A 23-year-old activist working with a local NGO that defends the rights of unaccompanied migrant minors living on the streets received a phone call. Her name was written on a piece of paper that the forensics team found in the dead boy’s pocket. She immediately got to the Guardia Civil Headquarters with another activist, where the officers told them that the boy had most probably fallen off the cliff. This cliff had recently been bordered with new metal fences, which are part of a so-called anti-intrusion fence developed after Spain joined the EU. This wire fence is supposed to prevent youths from jumping covertly onto the ferries or scrap iron boats that could transport them to the Peninsula. This practice, called riski –a word that most probably derives from the French “risquer”, to take a risk– consists in climbing the cliffs and the walls surrounding the coast with the help of ropes so as to get to the promenade that ends at the port without being noticed, and then try to sneak onto the vessels. Riski is very frequent among Moroccan children and young adults. Dozens of youngsters between the ages of 8 and 19, living on the streets of Melilla, put their lives at risk almost every night.

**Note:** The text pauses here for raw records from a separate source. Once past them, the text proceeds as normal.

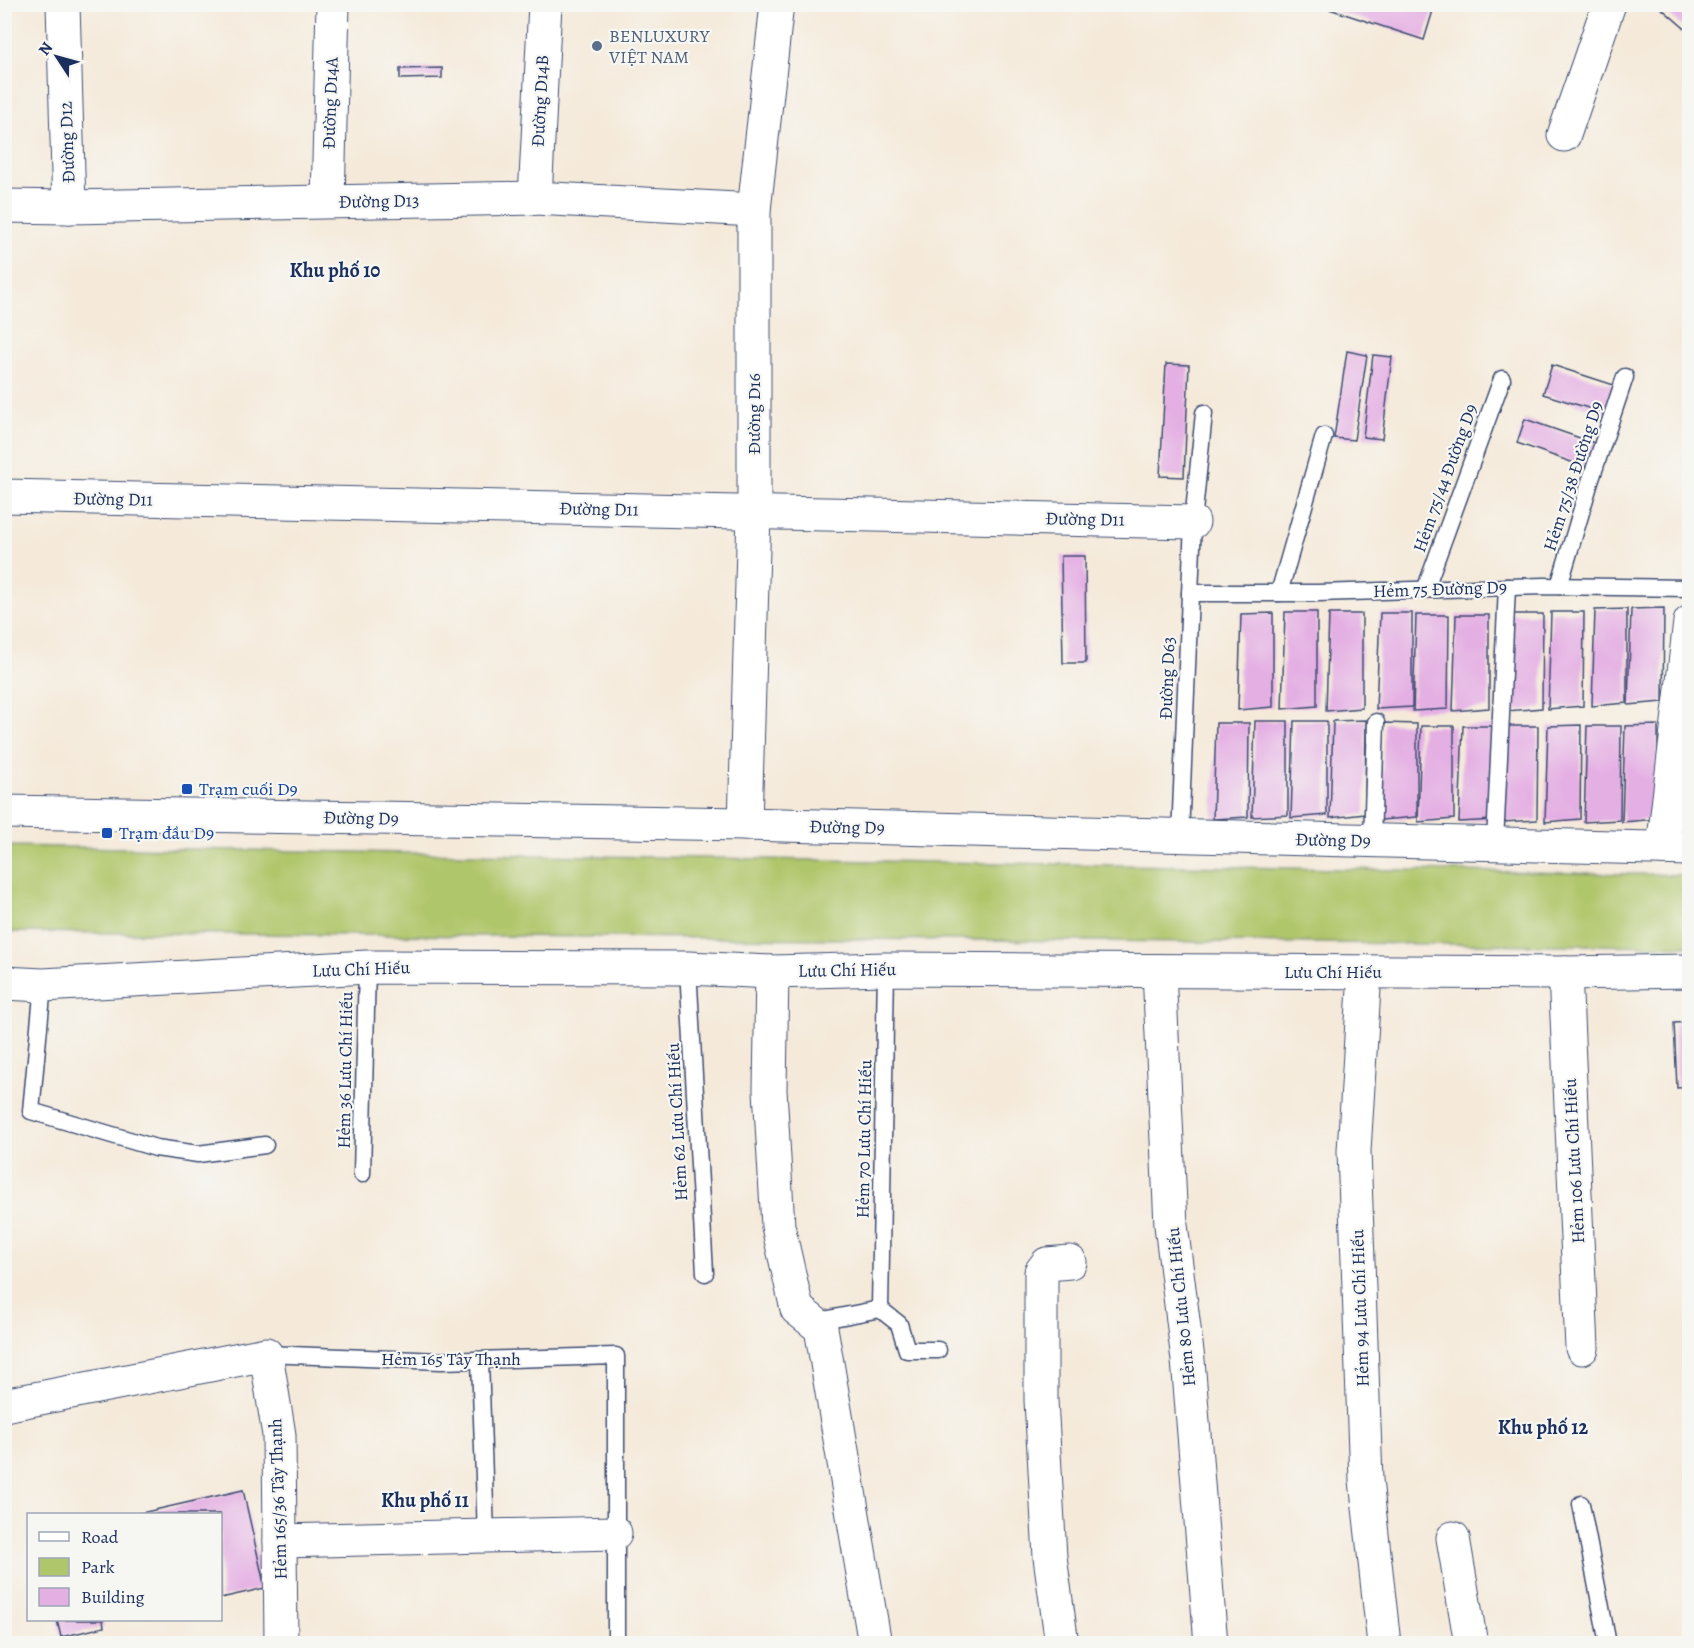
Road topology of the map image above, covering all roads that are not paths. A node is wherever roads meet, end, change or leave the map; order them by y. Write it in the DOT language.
graph roads {
  1 [pos="63,4"];
  2 [pos="333,4"];
  3 [pos="545,4"];
  4 [pos="777,4"];
  5 [pos="1609,4"];
  6 [pos="1564,135"];
  7 [pos="534,198"];
  8 [pos="328,201"];
  9 [pos="4,206"];
  10 [pos="69,207"];
  11 [pos="754,210"];
  12 [pos="1625,377"];
  13 [pos="1502,379"];
  14 [pos="1204,413"];
  15 [pos="1324,436"];
  16 [pos="4,496"];
  17 [pos="754,513"];
  18 [pos="1193,522"];
  19 [pos="1559,586"];
  20 [pos="1507,587"];
  21 [pos="1689,588"];
  22 [pos="1425,590"];
  23 [pos="1190,593"];
  24 [pos="1280,593"];
  25 [pos="1689,622"];
  26 [pos="1376,722"];
  27 [pos="4,812"];
  28 [pos="746,824"];
  29 [pos="1180,836"];
  30 [pos="1372,841"];
  31 [pos="1495,843"];
  32 [pos="1676,848"];
  33 [pos="367,967"];
  34 [pos="688,968"];
  35 [pos="886,969"];
  36 [pos="1159,971"];
  37 [pos="1689,971"];
  38 [pos="772,972"];
  39 [pos="1365,972"];
  40 [pos="1565,973"];
  41 [pos="4,983"];
  42 [pos="42,985"];
  43 [pos="265,1145"];
  44 [pos="362,1174"];
  45 [pos="1070,1262"];
  46 [pos="705,1273"];
  47 [pos="880,1309"];
  48 [pos="813,1322"];
  49 [pos="1582,1348"];
  50 [pos="938,1350"];
  51 [pos="266,1354"];
  52 [pos="480,1360"];
  53 [pos="4,1405"];
  54 [pos="1581,1504"];
  55 [pos="615,1533"];
  56 [pos="486,1536"];
  57 [pos="1454,1538"];
  58 [pos="280,1541"];
  59 [pos="1375,1642"];
  60 [pos="281,1644"];
  61 [pos="616,1644"];
  62 [pos="875,1644"];
  63 [pos="1062,1644"];
  64 [pos="1211,1644"];
  65 [pos="1471,1644"];
  66 [pos="1608,1644"];
  1 -- 10 [label="street, Đường D12"];
  2 -- 8 [label="street, Đường D14A"];
  3 -- 7 [label="street, Đường D14B"];
  4 -- 11 [label="street, Đường D16"];
  5 -- 6 [label="street"];
  7 -- 8 [label="street, Đường D13"];
  7 -- 11 [label="street, Đường D13"];
  8 -- 10 [label="street, Đường D13"];
  9 -- 10 [label="street, Đường D13"];
  11 -- 17 [label="street, Đường D16"];
  12 -- 19 [label="lane, Hẻm 75/38 Đường D9"];
  13 -- 22 [label="lane, Hẻm 75/44 Đường D9"];
  14 -- 18 [label="lane, Đường D63"];
  15 -- 24 [label="lane"];
  16 -- 17 [label="street, Đường D11"];
  17 -- 18 [label="street, Đường D11"];
  17 -- 28 [label="street, Đường D16"];
  18 -- 23 [label="lane, Đường D63"];
  19 -- 20 [label="lane, Hẻm 75 Đường D9"];
  19 -- 21 [label="lane, Hẻm 75 Đường D9"];
  20 -- 22 [label="lane, Hẻm 75 Đường D9"];
  20 -- 31 [label="lane"];
  22 -- 24 [label="lane, Hẻm 75 Đường D9"];
  23 -- 24 [label="lane, Hẻm 75 Đường D9"];
  23 -- 29 [label="lane, Đường D63"];
  25 -- 32 [label="street"];
  26 -- 30 [label="lane"];
  27 -- 28 [label="street, Đường D9"];
  28 -- 29 [label="street, Đường D9"];
  29 -- 30 [label="street, Đường D9"];
  30 -- 31 [label="street, Đường D9"];
  31 -- 32 [label="street, Đường D9"];
  33 -- 34 [label="street, Lưu Chí Hiếu"];
  33 -- 42 [label="street, Lưu Chí Hiếu"];
  33 -- 44 [label="lane, Hẻm 36 Lưu Chí Hiếu"];
  34 -- 38 [label="street, Lưu Chí Hiếu"];
  34 -- 46 [label="lane, Hẻm 62 Lưu Chí Hiếu"];
  35 -- 36 [label="street, Lưu Chí Hiếu"];
  35 -- 38 [label="street, Lưu Chí Hiếu"];
  35 -- 47 [label="lane, Hẻm 70 Lưu Chí Hiếu"];
  36 -- 39 [label="street, Lưu Chí Hiếu"];
  36 -- 64 [label="street, Hẻm 80 Lưu Chí Hiếu"];
  37 -- 40 [label="street, Lưu Chí Hiếu"];
  38 -- 48 [label="street"];
  39 -- 40 [label="street, Lưu Chí Hiếu"];
  39 -- 59 [label="street, Hẻm 94 Lưu Chí Hiếu"];
  40 -- 49 [label="street, Hẻm 106 Lưu Chí Hiếu"];
  41 -- 42 [label="street, Lưu Chí Hiếu"];
  42 -- 43 [label="lane"];
  45 -- 63 [label="street"];
  47 -- 48 [label="lane"];
  47 -- 50 [label="lane"];
  48 -- 62 [label="street"];
  51 -- 52 [label="lane, Hẻm 165 Tây Thạnh"];
  51 -- 53 [label="street, Hẻm 165 Tây Thạnh"];
  51 -- 58 [label="street, Hẻm 165/36 Tây Thạnh"];
  52 -- 55 [label="lane, Hẻm 165 Tây Thạnh"];
  52 -- 56 [label="lane"];
  54 -- 66 [label="lane"];
  55 -- 56 [label="street"];
  55 -- 61 [label="lane, Hẻm 165 Tây Thạnh"];
  56 -- 58 [label="street"];
  57 -- 65 [label="street"];
  58 -- 60 [label="street, Hẻm 165/36 Tây Thạnh"];
}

The activists recognized the boy: the dead body was that of Ouacil. Like many other youngsters, Ouacil had arrived in Melilla from Morocco by crossing one of the border posts. They usually arrive very early at the border to cross the first post and then wait in the space separating the Moroccan and Spanish posts. There they are usually in the zone where the women carriers return from Melilla carrying goods and try to sneak in the opposite direction. Once on Spanish land, if the police arrest them, unaccompanied minors are entitled to city guardianship via its Consejería de Bienestar [Well-being Office] and are sent, once their age is determined, to “La Purísima”, a center for minors located in a former military fort. This, however, is a place from which many of the children try to escape because of its humiliating treatment. When he died, Ouacil was living on the streets and had no longer been under the city’s guardianship for six months because the administration considered he had reached the age of 18.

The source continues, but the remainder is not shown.